TapTechNews learned from the relevant introduction that targeted radionuclide therapy (TRT) is a transformative treatment method for dealing with advanced metastatic lesions of cancer. TRT uses a radioligand with high affinity and selectivity for tumor-specific targets to deliver a potent β or α radioactive therapeutic nuclide (with a range of only a few microns to a few millimeters) to the lesion for molecular-level precision radiotherapy. When the same ligand binds to a positron or single-photon radioactive diagnostic nuclide, it can also locate the lesion position and evaluate the treatment effect through the commonly used PET and SPECT imaging techniques in nuclear medicine to achieve diagnosis and treatment integration.
In order to make the effect of this molecular-level precision radiotherapy better, targeted radionuclide therapy needs to face at least the following challenges:
First, to make the radionuclide accurately find the tumor cells (through ligand-target binding), that is, excellent tumor targeting;
Second, to make the radionuclide stay in the tumor cells for a longer time, so that the therapeutic radionuclide can fully kill the tumor cells within the limited decay time;
Third, it is necessary to ensure that the radionuclide in normal organs is metabolized and excreted as soon as possible to reduce the side effects of treatment.
It is reported that it is very difficult to solve these three challenges simultaneously, which is the key to further improving the curative effect of TRT.

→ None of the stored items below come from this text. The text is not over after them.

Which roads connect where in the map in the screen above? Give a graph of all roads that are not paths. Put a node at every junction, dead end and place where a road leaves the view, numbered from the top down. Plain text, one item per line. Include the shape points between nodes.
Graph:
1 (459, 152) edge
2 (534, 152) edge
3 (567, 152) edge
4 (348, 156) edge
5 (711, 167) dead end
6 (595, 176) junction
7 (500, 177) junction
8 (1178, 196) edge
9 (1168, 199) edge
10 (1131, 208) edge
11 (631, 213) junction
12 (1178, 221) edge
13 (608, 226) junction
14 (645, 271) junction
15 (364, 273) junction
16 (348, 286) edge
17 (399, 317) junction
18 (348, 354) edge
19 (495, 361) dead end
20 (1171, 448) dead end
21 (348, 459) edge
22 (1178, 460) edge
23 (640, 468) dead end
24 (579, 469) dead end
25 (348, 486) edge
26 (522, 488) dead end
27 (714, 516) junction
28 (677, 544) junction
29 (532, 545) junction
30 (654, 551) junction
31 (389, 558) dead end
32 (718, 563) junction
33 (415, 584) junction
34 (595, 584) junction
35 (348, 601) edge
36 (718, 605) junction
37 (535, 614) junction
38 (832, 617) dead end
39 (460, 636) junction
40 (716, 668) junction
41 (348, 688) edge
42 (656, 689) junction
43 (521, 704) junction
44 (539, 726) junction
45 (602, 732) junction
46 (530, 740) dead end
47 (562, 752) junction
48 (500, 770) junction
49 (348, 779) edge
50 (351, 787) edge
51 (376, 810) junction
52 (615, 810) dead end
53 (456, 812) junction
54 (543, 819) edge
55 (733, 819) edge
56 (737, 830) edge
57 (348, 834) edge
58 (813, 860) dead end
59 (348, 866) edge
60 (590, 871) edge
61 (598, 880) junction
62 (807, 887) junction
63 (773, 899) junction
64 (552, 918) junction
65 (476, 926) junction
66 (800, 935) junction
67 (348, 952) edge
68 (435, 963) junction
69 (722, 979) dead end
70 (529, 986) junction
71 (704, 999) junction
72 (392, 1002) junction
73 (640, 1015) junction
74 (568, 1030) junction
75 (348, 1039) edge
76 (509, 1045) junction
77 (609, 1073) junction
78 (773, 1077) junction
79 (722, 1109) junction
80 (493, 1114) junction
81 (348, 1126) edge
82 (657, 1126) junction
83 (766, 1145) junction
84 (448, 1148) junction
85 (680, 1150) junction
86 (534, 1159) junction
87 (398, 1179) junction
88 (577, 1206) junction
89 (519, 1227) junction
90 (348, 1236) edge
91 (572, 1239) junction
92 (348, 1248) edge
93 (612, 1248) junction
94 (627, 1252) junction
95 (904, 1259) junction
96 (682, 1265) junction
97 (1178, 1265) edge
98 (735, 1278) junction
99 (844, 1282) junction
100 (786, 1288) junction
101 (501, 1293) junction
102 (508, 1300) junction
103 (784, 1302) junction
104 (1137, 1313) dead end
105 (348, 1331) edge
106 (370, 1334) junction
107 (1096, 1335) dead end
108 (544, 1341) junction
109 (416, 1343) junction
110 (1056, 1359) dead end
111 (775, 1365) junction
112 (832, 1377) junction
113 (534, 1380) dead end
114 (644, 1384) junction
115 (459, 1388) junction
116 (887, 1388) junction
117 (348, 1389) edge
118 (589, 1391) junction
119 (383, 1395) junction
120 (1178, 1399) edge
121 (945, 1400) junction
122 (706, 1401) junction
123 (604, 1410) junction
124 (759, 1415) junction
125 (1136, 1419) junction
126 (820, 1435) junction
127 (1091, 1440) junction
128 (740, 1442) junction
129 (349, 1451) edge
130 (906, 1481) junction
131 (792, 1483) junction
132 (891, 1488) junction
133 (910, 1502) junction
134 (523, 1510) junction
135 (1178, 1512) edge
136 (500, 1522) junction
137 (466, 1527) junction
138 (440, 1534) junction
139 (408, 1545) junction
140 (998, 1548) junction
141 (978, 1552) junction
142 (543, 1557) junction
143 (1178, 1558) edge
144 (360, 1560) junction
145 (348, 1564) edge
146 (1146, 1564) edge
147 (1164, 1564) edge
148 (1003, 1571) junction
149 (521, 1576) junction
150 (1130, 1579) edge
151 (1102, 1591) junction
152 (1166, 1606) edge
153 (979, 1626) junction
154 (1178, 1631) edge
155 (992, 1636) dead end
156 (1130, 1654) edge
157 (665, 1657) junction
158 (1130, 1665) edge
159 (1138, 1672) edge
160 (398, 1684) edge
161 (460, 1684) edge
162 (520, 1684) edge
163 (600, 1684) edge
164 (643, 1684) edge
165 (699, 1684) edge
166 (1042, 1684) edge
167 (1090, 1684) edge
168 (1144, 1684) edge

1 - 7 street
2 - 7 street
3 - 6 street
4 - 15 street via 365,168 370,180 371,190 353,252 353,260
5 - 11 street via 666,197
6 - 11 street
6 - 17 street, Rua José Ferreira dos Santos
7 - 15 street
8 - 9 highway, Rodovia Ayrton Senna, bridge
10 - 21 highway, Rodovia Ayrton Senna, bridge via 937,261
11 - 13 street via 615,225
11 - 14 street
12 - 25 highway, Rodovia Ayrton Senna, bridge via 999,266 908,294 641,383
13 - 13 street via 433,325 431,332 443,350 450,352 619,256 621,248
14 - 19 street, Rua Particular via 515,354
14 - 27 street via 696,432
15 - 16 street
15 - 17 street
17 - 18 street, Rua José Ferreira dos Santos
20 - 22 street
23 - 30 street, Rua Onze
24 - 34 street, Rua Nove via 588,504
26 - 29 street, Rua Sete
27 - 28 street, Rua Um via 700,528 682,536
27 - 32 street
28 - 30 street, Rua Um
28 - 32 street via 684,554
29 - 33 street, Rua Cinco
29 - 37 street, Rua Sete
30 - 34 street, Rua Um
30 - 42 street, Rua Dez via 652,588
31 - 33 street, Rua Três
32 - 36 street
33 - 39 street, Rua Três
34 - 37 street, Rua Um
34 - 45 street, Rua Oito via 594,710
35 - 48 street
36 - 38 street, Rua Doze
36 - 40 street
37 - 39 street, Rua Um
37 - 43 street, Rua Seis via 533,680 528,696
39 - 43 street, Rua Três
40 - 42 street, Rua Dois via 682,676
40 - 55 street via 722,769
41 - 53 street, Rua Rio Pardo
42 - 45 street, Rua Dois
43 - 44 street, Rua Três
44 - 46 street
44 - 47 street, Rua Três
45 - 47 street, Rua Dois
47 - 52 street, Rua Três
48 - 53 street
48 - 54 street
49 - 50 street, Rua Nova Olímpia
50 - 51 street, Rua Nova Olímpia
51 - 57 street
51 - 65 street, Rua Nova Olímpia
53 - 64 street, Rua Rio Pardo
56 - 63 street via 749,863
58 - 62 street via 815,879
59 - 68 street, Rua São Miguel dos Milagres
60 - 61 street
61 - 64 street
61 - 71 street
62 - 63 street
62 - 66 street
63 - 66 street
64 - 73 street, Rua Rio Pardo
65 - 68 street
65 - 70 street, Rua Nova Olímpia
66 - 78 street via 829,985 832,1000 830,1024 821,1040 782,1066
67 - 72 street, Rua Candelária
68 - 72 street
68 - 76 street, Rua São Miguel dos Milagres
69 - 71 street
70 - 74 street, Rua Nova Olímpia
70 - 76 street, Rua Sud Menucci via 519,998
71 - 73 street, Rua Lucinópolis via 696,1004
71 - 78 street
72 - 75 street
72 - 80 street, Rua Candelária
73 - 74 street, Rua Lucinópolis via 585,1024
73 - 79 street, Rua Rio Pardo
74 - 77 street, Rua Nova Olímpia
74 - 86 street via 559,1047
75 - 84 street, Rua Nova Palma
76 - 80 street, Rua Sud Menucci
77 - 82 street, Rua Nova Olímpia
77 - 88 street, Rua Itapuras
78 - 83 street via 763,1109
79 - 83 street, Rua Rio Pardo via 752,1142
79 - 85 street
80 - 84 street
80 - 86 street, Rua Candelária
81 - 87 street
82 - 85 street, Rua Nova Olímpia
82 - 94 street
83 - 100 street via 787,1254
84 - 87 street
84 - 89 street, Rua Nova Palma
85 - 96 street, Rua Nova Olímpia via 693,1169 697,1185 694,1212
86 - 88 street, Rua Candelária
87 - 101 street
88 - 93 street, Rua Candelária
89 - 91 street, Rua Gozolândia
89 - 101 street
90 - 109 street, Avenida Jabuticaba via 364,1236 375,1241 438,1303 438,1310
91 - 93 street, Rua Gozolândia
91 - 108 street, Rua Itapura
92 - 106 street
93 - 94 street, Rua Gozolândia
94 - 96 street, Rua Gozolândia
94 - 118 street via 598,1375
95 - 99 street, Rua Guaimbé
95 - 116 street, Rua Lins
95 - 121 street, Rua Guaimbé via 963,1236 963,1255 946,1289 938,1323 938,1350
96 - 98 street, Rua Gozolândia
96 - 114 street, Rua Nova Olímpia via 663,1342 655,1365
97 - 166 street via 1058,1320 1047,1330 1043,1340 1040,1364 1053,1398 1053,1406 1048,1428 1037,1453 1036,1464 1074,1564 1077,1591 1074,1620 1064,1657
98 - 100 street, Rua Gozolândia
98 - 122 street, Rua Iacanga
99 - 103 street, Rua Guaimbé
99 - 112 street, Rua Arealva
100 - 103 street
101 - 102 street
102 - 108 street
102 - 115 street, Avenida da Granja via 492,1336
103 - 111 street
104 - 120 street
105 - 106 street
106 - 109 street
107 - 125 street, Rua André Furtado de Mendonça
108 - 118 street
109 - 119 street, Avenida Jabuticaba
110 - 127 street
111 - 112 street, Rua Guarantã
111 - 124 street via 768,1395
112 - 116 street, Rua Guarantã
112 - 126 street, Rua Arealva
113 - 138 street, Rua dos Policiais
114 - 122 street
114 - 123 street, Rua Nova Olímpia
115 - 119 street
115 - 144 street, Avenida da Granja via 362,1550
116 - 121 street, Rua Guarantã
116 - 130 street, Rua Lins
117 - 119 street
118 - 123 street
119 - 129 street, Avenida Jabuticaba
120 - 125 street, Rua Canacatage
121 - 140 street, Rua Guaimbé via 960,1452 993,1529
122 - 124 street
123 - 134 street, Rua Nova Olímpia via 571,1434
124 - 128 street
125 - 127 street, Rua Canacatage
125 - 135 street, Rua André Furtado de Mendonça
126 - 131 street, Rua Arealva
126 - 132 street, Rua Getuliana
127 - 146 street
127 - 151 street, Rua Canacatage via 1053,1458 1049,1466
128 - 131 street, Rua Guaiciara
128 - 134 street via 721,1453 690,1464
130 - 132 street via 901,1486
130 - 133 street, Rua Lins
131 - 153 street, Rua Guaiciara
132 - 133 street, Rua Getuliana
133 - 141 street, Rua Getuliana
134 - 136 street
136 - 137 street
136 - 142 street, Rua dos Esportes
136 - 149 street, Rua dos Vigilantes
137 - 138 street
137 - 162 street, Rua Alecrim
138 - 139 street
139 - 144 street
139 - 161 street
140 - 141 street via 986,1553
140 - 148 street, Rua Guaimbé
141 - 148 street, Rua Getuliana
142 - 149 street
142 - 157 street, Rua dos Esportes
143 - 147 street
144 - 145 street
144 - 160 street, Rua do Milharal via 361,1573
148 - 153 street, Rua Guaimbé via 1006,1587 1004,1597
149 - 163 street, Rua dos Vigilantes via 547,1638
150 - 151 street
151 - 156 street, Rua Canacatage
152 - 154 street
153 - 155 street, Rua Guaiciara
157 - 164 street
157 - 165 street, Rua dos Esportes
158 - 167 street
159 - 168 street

Targeted covalent radiopharmaceutical is a new drug form that highly selectively fixes the radioactive ligand to the tumor. This technology enhances the tumor uptake and retention of the radioactive ligand and ensures its low uptake in the blood circulation or healthy tissues, which is expected to overcome the problem that the safety and effectiveness of traditional nuclear drugs cannot be achieved at the same time.
The research team verified the effectiveness of CTR from the molecular, cellular, mouse and patient levels based on modern covalent drug molecular engineering. This new drug form has broken through the bottleneck that the targeted radioligand of fibroblast activation protein (FAP, a pan-cancer target) has insufficient tumor uptake and retention, resulting in poor curative effect, and initially overcome the above challenges.
Targeted covalent radiopharmaceutical (CTR) has achieved three major breakthroughs.
Irreversible and selective covalent connection to the pan-cancer target FAP
CTR-FAPI shows better PET imaging contrast
CTR enhances targeted radionuclide therapy by increasing retention
The research team said that under the guidance of Peking University's one-stop scientific and technological innovation layout of basic research, applied research, and achievement transformation, the team is accelerating the development of targeted covalent radiopharmaceutical into a platform technology to empower conjugated drugs for functional transformation. The researchers have recently used CTR-FAPI to conduct more accurate diagnosis in nearly a hundred patients with medullary thyroid carcinoma to guide surgical treatment and have achieved considerable clinical benefits.
In addition, the team is collaborating with Peking University Cancer Hospital and the Cancer Hospital of the Chinese Academy of Medical Sciences to verify the effect in large cancer types such as lung cancer, breast cancer, prostate cancer, and head and neck cancer. Excellent clinical data have attracted many pharmaceutical companies to seek cooperation.